Power boxes installed where charging stations were voted down

Did Bremerton Public Works Director Chal Martin veto the Bremerton City Council? That's the question being asked this week after conduit and four electrical boxes popped up in nearly the exact location that city councilors unanimously nixed them earlier this summer.

 

Did Bremerton Public Works Director Chal Martin veto the Bremerton City Council?

That’s the question being asked this week after conduit and four electrical boxes popped up in nearly the exact location that city councilors unanimously nixed them earlier this summer.

During the city council’s June 19 meeting, council members made it abundantly clear that none of them wanted electric vehicle charging stations across from the post office as part of the $3 million Pacific Avenue project.

The council also voted unanimously to “direct the mayor to execute a change order with RV Associates to remove from the contract the installation of charging stations and related infrastructure on Pacific Avenue.”

Late last week, though, several residents noticed that four electric boxes were installed where the charging stations had been proposed.

Martin bristled at any whiff of wrongdoing this week.

“You can probably tell this frustrates me because, basically, you know, what I get out of this is that somehow I’ve got some nefarious friggin’ plan to lie to everybody about this infrastructure,” Martin said. “You know, I just have too damn many things to do to be hatching up some plot to contravene what the council wants me to do.”

Martin said he believes firmly that his department complied with the “letter of the motion” and the intent of the city council.

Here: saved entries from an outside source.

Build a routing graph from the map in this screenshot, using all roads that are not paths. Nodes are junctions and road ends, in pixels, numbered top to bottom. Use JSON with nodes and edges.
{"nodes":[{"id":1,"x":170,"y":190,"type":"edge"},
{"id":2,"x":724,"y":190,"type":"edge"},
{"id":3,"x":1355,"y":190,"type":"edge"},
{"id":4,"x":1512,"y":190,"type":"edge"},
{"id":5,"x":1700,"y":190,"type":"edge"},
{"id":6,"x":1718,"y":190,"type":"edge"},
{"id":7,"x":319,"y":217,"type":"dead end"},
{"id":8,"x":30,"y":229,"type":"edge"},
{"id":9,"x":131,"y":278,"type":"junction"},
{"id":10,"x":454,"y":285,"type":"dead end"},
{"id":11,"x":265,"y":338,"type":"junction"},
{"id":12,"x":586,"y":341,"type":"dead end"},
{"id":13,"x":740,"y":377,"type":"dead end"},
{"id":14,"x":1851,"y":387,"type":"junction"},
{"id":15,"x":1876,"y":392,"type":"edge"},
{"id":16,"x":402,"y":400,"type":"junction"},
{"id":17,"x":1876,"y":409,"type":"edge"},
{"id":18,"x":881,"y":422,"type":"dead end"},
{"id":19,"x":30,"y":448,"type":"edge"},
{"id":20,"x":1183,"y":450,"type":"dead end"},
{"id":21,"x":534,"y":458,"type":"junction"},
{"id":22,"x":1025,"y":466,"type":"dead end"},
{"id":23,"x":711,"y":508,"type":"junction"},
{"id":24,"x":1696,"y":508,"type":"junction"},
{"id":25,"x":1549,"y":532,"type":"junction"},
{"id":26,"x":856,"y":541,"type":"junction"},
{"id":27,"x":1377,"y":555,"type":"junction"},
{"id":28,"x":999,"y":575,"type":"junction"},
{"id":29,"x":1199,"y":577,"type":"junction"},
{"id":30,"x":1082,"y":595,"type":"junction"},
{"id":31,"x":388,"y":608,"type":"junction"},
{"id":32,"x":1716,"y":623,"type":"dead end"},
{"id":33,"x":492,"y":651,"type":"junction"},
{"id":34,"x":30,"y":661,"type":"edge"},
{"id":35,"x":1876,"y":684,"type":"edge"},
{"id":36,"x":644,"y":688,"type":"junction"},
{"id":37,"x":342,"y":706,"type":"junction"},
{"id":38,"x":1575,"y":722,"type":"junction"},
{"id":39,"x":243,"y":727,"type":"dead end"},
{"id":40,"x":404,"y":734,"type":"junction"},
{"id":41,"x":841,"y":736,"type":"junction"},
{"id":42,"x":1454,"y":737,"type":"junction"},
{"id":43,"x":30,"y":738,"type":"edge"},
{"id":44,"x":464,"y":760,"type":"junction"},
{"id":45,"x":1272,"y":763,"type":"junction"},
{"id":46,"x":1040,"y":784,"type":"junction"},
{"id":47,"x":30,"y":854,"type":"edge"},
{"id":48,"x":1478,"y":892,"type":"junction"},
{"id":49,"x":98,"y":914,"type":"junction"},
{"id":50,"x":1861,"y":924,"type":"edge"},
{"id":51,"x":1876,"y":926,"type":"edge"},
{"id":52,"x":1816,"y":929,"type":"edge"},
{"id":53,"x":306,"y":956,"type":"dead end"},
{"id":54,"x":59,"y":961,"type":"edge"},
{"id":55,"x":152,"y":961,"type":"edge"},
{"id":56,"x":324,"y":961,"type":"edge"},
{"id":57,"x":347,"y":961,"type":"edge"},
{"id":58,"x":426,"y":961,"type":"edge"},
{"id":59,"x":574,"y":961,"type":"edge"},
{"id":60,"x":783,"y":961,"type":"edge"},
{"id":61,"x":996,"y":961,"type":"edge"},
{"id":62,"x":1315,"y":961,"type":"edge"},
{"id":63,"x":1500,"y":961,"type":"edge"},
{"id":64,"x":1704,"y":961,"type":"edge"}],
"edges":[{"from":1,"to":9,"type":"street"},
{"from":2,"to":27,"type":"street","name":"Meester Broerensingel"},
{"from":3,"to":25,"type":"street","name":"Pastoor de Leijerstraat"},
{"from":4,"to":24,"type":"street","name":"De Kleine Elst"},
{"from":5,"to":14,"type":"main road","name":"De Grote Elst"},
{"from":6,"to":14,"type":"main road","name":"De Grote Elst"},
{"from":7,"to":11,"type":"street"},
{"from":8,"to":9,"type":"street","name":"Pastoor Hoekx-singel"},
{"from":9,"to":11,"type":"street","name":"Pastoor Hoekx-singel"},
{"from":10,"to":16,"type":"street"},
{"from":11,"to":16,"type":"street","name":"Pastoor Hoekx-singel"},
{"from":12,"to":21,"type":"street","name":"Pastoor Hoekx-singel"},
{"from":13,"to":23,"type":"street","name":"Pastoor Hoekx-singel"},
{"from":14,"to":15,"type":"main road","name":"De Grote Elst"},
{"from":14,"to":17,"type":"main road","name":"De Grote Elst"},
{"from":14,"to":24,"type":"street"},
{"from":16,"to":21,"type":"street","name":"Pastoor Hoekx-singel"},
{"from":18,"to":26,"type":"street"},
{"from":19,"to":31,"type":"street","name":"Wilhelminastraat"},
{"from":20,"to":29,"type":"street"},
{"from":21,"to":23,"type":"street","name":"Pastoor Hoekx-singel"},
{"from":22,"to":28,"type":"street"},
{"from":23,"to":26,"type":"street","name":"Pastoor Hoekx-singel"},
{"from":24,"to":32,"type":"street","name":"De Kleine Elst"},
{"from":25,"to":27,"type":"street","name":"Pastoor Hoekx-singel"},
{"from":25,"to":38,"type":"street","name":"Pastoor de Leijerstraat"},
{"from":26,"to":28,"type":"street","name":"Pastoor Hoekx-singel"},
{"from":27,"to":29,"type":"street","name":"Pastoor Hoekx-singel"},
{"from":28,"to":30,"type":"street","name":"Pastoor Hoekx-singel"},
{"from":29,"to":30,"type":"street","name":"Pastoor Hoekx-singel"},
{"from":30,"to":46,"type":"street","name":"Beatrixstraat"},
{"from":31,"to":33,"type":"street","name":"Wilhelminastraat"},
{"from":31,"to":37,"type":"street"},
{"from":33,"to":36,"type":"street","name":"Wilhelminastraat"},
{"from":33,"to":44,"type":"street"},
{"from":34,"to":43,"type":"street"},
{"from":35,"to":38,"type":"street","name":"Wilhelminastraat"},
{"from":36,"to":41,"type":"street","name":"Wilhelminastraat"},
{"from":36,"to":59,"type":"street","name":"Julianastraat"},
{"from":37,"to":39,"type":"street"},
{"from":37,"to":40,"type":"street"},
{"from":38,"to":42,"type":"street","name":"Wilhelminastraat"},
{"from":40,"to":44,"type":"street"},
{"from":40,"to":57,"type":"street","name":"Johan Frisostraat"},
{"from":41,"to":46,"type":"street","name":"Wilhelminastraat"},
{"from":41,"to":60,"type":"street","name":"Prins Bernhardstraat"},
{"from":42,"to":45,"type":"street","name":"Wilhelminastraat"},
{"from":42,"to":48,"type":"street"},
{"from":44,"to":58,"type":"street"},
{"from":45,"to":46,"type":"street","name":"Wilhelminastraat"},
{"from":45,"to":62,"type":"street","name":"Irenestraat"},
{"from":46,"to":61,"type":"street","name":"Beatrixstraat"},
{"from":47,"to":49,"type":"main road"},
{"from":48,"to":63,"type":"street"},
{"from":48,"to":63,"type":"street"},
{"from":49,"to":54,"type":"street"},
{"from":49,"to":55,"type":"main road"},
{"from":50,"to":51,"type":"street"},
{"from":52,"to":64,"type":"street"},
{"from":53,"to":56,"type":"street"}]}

“We removed the conduit that would connect the junction boxes to the pedestal pads, and we removed the pedestal pads,” Martin wrote in an email. “In addition, there was a separate electrical circuit, associated with a separate electrical service cabinet, intended specifically for providing power to the charging stations, which was also eliminated.”

When asked for a copy of the change order to the project that the city council demanded, Martin said, “the change order has not been finalized yet,” later adding, “often change orders are implemented verbally while the paperwork catches up.”

Martin also said that, in retrospect, he probably would have done things differently and only installed two power boxes rather than four.

“This is not exactly what I would have wanted, but we’re 100 percent clean on this. One-hundred percent,” Martin said.

Some, though, don’t see it that way at all.

Robert Parker, a longtime city hall watchdog, was alarmed to see the four power boxes last Friday and feels that the city council has been defied.

“I think the council was very clear,” Parker wrote in an email to Martin, the mayor, city councilors and others. “The conversation was very specific and I think the council and community wishes were discarded.”

City Council President Greg Wheeler said he is withholding comment until he had a chance to speak with Martin.

“I wouldn’t mind having our whole council briefed on this since it has come up,” Wheeler added. “I’m gonna ask Chal to update us Wednesday night and we’ll see what he has to say.”